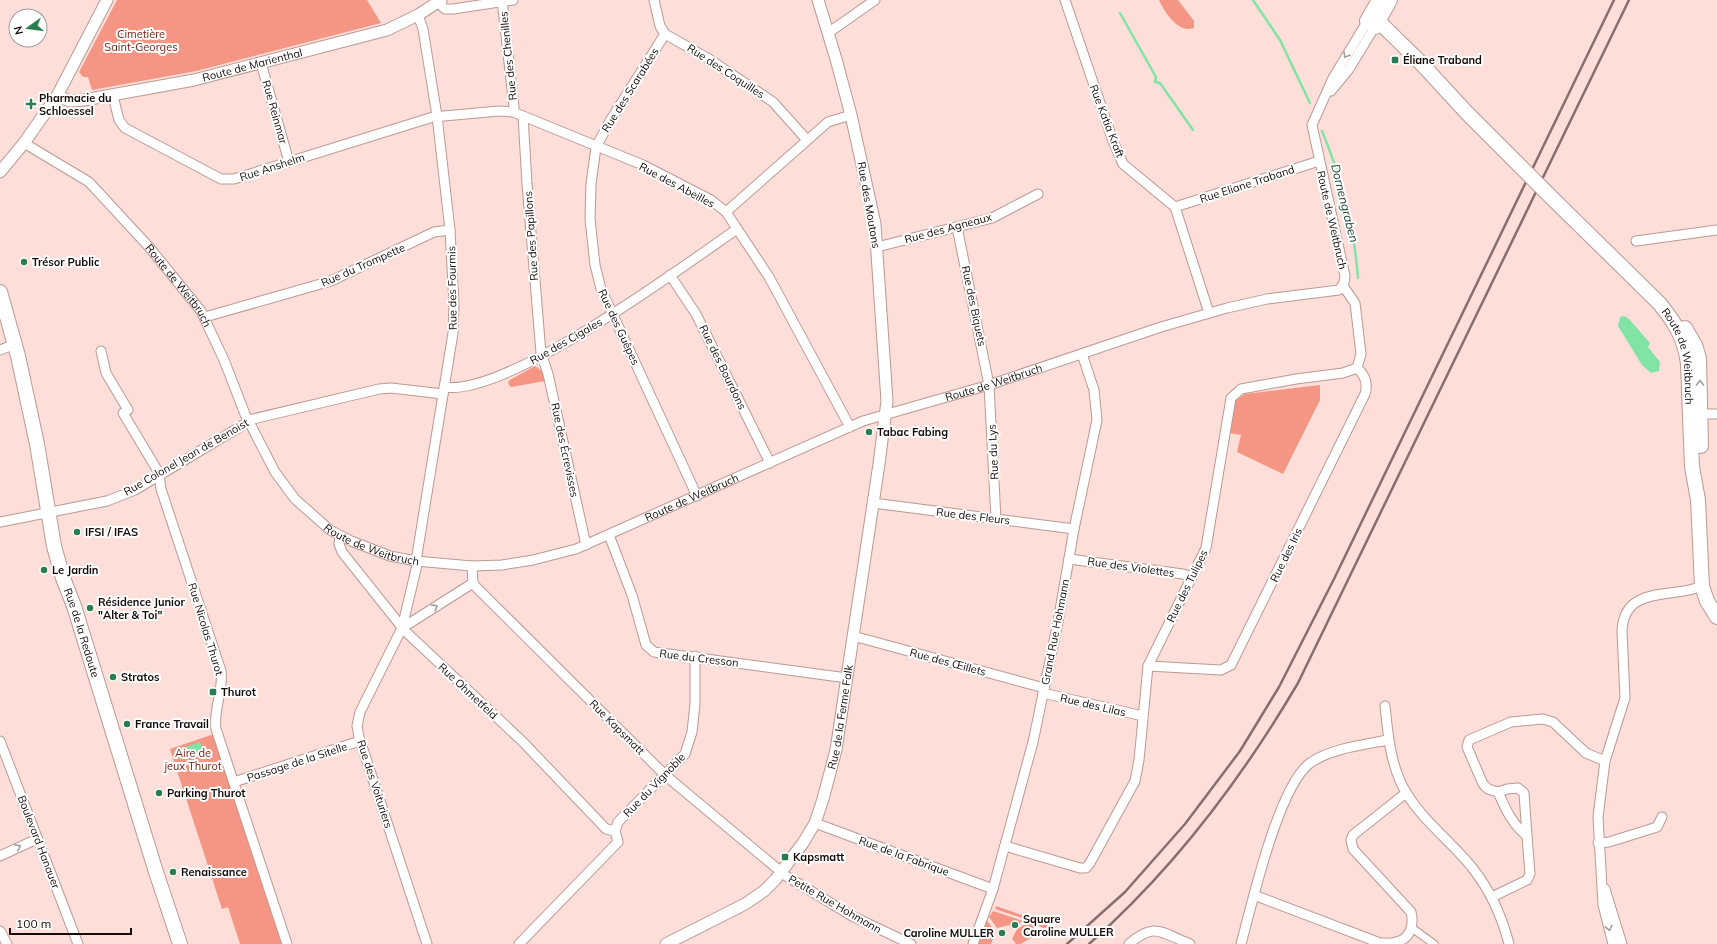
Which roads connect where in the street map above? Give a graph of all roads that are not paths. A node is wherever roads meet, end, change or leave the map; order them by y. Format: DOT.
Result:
graph roads {
  1 [pos="107,0"];
  2 [pos="513,0"];
  3 [pos="654,0"];
  4 [pos="818,0"];
  5 [pos="875,0"];
  6 [pos="1065,0"];
  7 [pos="1379,0"];
  8 [pos="1390,0"];
  9 [pos="440,1"];
  10 [pos="502,1"];
  11 [pos="418,15"];
  12 [pos="1373,21"];
  13 [pos="828,33"];
  14 [pos="665,34"];
  15 [pos="261,63"];
  16 [pos="57,96"];
  17 [pos="113,96"];
  18 [pos="513,112"];
  19 [pos="851,115"];
  20 [pos="437,116"];
  21 [pos="523,116"];
  22 [pos="807,140"];
  23 [pos="24,143"];
  24 [pos="596,147"];
  25 [pos="1319,161"];
  26 [pos="289,162"];
  27 [pos="0,172"];
  28 [pos="1038,194"];
  29 [pos="1175,207"];
  30 [pos="726,212"];
  31 [pos="957,226"];
  32 [pos="737,229"];
  33 [pos="450,230"];
  34 [pos="1717,230"];
  35 [pos="1636,241"];
  36 [pos="877,247"];
  37 [pos="670,275"];
  38 [pos="1343,286"];
  39 [pos="0,292"];
  40 [pos="1209,313"];
  41 [pos="612,314"];
  42 [pos="205,317"];
  43 [pos="15,344"];
  44 [pos="0,350"];
  45 [pos="101,351"];
  46 [pos="1082,354"];
  47 [pos="542,356"];
  48 [pos="1357,368"];
  49 [pos="989,385"];
  50 [pos="444,390"];
  51 [pos="1693,414"];
  52 [pos="1717,414"];
  53 [pos="886,415"];
  54 [pos="249,421"];
  55 [pos="850,427"];
  56 [pos="770,463"];
  57 [pos="159,474"];
  58 [pos="697,496"];
  59 [pos="873,503"];
  60 [pos="48,512"];
  61 [pos="996,519"];
  62 [pos="0,522"];
  63 [pos="1074,529"];
  64 [pos="609,535"];
  65 [pos="340,536"];
  66 [pos="586,545"];
  67 [pos="1069,559"];
  68 [pos="416,561"];
  69 [pos="472,566"];
  70 [pos="1192,577"];
  71 [pos="473,583"];
  72 [pos="1702,586"];
  73 [pos="1717,618"];
  74 [pos="402,628"];
  75 [pos="853,636"];
  76 [pos="695,656"];
  77 [pos="1148,666"];
  78 [pos="846,678"];
  79 [pos="1044,691"];
  80 [pos="1385,706"];
  81 [pos="1143,716"];
  82 [pos="1388,740"];
  83 [pos="0,741"];
  84 [pos="360,741"];
  85 [pos="1605,761"];
  86 [pos="665,775"];
  87 [pos="234,782"];
  88 [pos="1498,792"];
  89 [pos="1406,793"];
  90 [pos="1662,817"];
  91 [pos="815,823"];
  92 [pos="615,831"];
  93 [pos="1527,836"];
  94 [pos="37,838"];
  95 [pos="1598,843"];
  96 [pos="1005,846"];
  97 [pos="0,856"];
  98 [pos="782,872"];
  99 [pos="1603,884"];
  100 [pos="993,889"];
  101 [pos="1254,895"];
  102 [pos="1492,897"];
  103 [pos="1412,928"];
  104 [pos="0,931"];
  105 [pos="7,944"];
  106 [pos="78,944"];
  107 [pos="180,944"];
  108 [pos="288,944"];
  109 [pos="427,944"];
  110 [pos="519,944"];
  111 [pos="666,944"];
  112 [pos="911,944"];
  113 [pos="973,944"];
  114 [pos="1129,944"];
  115 [pos="1190,944"];
  116 [pos="1242,944"];
  117 [pos="1434,944"];
  118 [pos="1509,944"];
  119 [pos="1613,944"];
  120 [pos="1622,944"];
  1 -- 16 [label="street"];
  2 -- 10 [label="street"];
  3 -- 14 [label="street"];
  4 -- 13 [label="street, Rue des Moutons"];
  5 -- 13 [label="street"];
  6 -- 29 [label="street, Rue Katia Kraft"];
  7 -- 12 [label="main road"];
  8 -- 12 [label="main road"];
  9 -- 10 [label="street"];
  9 -- 11 [label="street, Route de Marienthal"];
  10 -- 18 [label="street, Rue des Chenilles"];
  11 -- 15 [label="street, Route de Marienthal"];
  11 -- 20 [label="street, Rue des Fourmis"];
  12 -- 25 [label="street, Route de Weitbruch"];
  12 -- 51 [label="main road, Route de Weitbruch, bridge"];
  13 -- 19 [label="street, Rue des Moutons"];
  14 -- 22 [label="street, Rue des Coquilles"];
  14 -- 24 [label="street, Rue des Scarabées"];
  15 -- 17 [label="street, Route de Marienthal"];
  15 -- 26 [label="street, Rue Reinmar"];
  16 -- 17 [label="street, Route de Marienthal"];
  16 -- 23 [label="street"];
  17 -- 26 [label="street, Rue Anshelm"];
  18 -- 20 [label="street, Rue des Abeilles"];
  18 -- 21 [label="street, Rue des Abeilles"];
  19 -- 22 [label="street"];
  19 -- 36 [label="street, Rue des Moutons"];
  20 -- 26 [label="street, Rue Anshelm"];
  20 -- 33 [label="street, Rue des Fourmis"];
  21 -- 24 [label="street, Rue des Abeilles"];
  21 -- 47 [label="street, Rue des Papillons"];
  22 -- 30 [label="street"];
  23 -- 27 [label="street"];
  23 -- 42 [label="street, Route de Weitbruch"];
  24 -- 30 [label="street, Rue des Abeilles"];
  24 -- 41 [label="street, Rue des Guêpes"];
  25 -- 29 [label="street, Rue Eliane Traband"];
  25 -- 38 [label="street, Route de Weitbruch"];
  28 -- 31 [label="street, Rue des Agneaux"];
  29 -- 40 [label="street"];
  30 -- 32 [label="street, Rue des Abeilles"];
  31 -- 36 [label="street, Rue des Agneaux"];
  31 -- 49 [label="street, Rue des Biquets"];
  32 -- 37 [label="street, Rue des Cigales"];
  32 -- 55 [label="street, Rue des Abeilles"];
  33 -- 42 [label="street, Rue du Trompette"];
  33 -- 50 [label="street, Rue des Fourmis"];
  34 -- 35 [label="street"];
  36 -- 53 [label="street, Rue des Moutons"];
  37 -- 41 [label="street, Rue des Cigales"];
  37 -- 56 [label="street, Rue des Bourdons"];
  38 -- 40 [label="street, Route de Weitbruch"];
  38 -- 48 [label="street"];
  39 -- 43 [label="main road, Rue de la Redoute"];
  40 -- 46 [label="street, Route de Weitbruch"];
  41 -- 47 [label="street, Rue des Cigales"];
  41 -- 58 [label="street, Rue des Guêpes"];
  42 -- 54 [label="street, Route de Weitbruch"];
  43 -- 44 [label="street"];
  43 -- 60 [label="main road, Rue de la Redoute"];
  45 -- 57 [label="street"];
  46 -- 49 [label="street, Route de Weitbruch"];
  46 -- 63 [label="street, Grand Rue Hohmann"];
  47 -- 50 [label="street, Rue des Cigales"];
  47 -- 66 [label="street, Rue des Écrevisses"];
  48 -- 70 [label="street, Rue des Tulipes"];
  48 -- 77 [label="street, Rue des Iris"];
  49 -- 53 [label="street, Route de Weitbruch"];
  49 -- 61 [label="street, Rue du Lys"];
  50 -- 54 [label="street, Rue Colonel Jean de Benoist"];
  50 -- 68 [label="street, Rue des Fourmis"];
  51 -- 52 [label="street, Route de Weitbruch"];
  51 -- 72 [label="main road"];
  53 -- 55 [label="street, Route de Weitbruch"];
  53 -- 59 [label="street, Rue de la Ferme Falk"];
  54 -- 57 [label="street, Rue Colonel Jean de Benoist"];
  54 -- 65 [label="street, Route de Weitbruch"];
  55 -- 56 [label="street, Route de Weitbruch"];
  56 -- 58 [label="street, Route de Weitbruch"];
  57 -- 60 [label="street, Rue Colonel Jean de Benoist"];
  57 -- 87 [label="street, Rue Nicolas Thurot"];
  58 -- 64 [label="street, Route de Weitbruch"];
  59 -- 61 [label="street, Rue des Fleurs"];
  59 -- 75 [label="street, Rue de la Ferme Falk"];
  60 -- 62 [label="street, Rue Colonel Jean de Benoist"];
  60 -- 107 [label="main road, Rue de la Redoute"];
  61 -- 63 [label="street, Rue des Fleurs"];
  63 -- 67 [label="street, Grand Rue Hohmann"];
  64 -- 66 [label="street, Route de Weitbruch"];
  64 -- 76 [label="street, Rue du Cresson"];
  65 -- 68 [label="street, Route de Weitbruch"];
  65 -- 74 [label="street, Rue Ohmetfeld"];
  66 -- 69 [label="street, Route de Weitbruch"];
  67 -- 70 [label="street, Rue des Violettes"];
  67 -- 79 [label="street, Grand Rue Hohmann"];
  68 -- 69 [label="street, Route de Weitbruch"];
  68 -- 74 [label="street, Rue des Voituriers"];
  69 -- 71 [label="street"];
  70 -- 77 [label="street, Rue des Tulipes"];
  74 -- 71 [label="street, one-way"];
  71 -- 86 [label="street, Rue Kapsmatt"];
  72 -- 73 [label="main road"];
  72 -- 85 [label="street"];
  74 -- 84 [label="street, Rue des Voituriers"];
  74 -- 92 [label="street, Rue Ohmetfeld"];
  75 -- 78 [label="street, Rue de la Ferme Falk"];
  75 -- 79 [label="street, Rue des Œillets"];
  76 -- 78 [label="street, Rue du Cresson"];
  76 -- 86 [label="street, Rue du Vignoble"];
  77 -- 81 [label="street, Rue des Tulipes"];
  78 -- 91 [label="street, Rue de la Ferme Falk"];
  79 -- 81 [label="street, Rue des Lilas"];
  79 -- 96 [label="street, Grand Rue Hohmann"];
  80 -- 82 [label="street"];
  81 -- 96 [label="street, Rue des Tulipes"];
  82 -- 89 [label="street"];
  82 -- 101 [label="street"];
  83 -- 94 [label="street, Boulevard Hanauer"];
  84 -- 87 [label="street, Passage de la Sitelle"];
  84 -- 109 [label="street, Rue des Voituriers"];
  85 -- 88 [label="street"];
  85 -- 95 [label="street"];
  86 -- 92 [label="street, Rue du Vignoble"];
  86 -- 98 [label="street, Rue Kapsmatt"];
  87 -- 108 [label="street, Rue Nicolas Thurot"];
  88 -- 93 [label="street"];
  88 -- 93 [label="street"];
  89 -- 102 [label="street"];
  89 -- 103 [label="street"];
  90 -- 95 [label="street"];
  91 -- 98 [label="street, Rue de la Ferme Falk"];
  91 -- 100 [label="street, Rue de la Fabrique"];
  92 -- 110 [label="street, Rue du Vignoble"];
  93 -- 102 [label="street"];
  97 -- 94 [label="street, one-way"];
  94 -- 106 [label="street, Boulevard Hanauer"];
  95 -- 99 [label="street"];
  96 -- 100 [label="street, Grand Rue Hohmann"];
  98 -- 111 [label="street, Rue de la Ferme Falk"];
  98 -- 112 [label="street, Petite Rue Hohmann"];
  99 -- 119 [label="street, one-way"];
  99 -- 120 [label="street"];
  100 -- 113 [label="street, Grand Rue Hohmann"];
  101 -- 103 [label="street"];
  101 -- 116 [label="street"];
  102 -- 118 [label="street"];
  103 -- 117 [label="street"];
  104 -- 105 [label="street"];
  114 -- 115 [label="street"];
}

» Instructions for the task:
Reproduce each line of the material that mentions "Colonel".

» Exercise result:
  50 -- 54 [label="street, Rue Colonel Jean de Benoist"];
  54 -- 57 [label="street, Rue Colonel Jean de Benoist"];
  57 -- 60 [label="street, Rue Colonel Jean de Benoist"];
  60 -- 62 [label="street, Rue Colonel Jean de Benoist"];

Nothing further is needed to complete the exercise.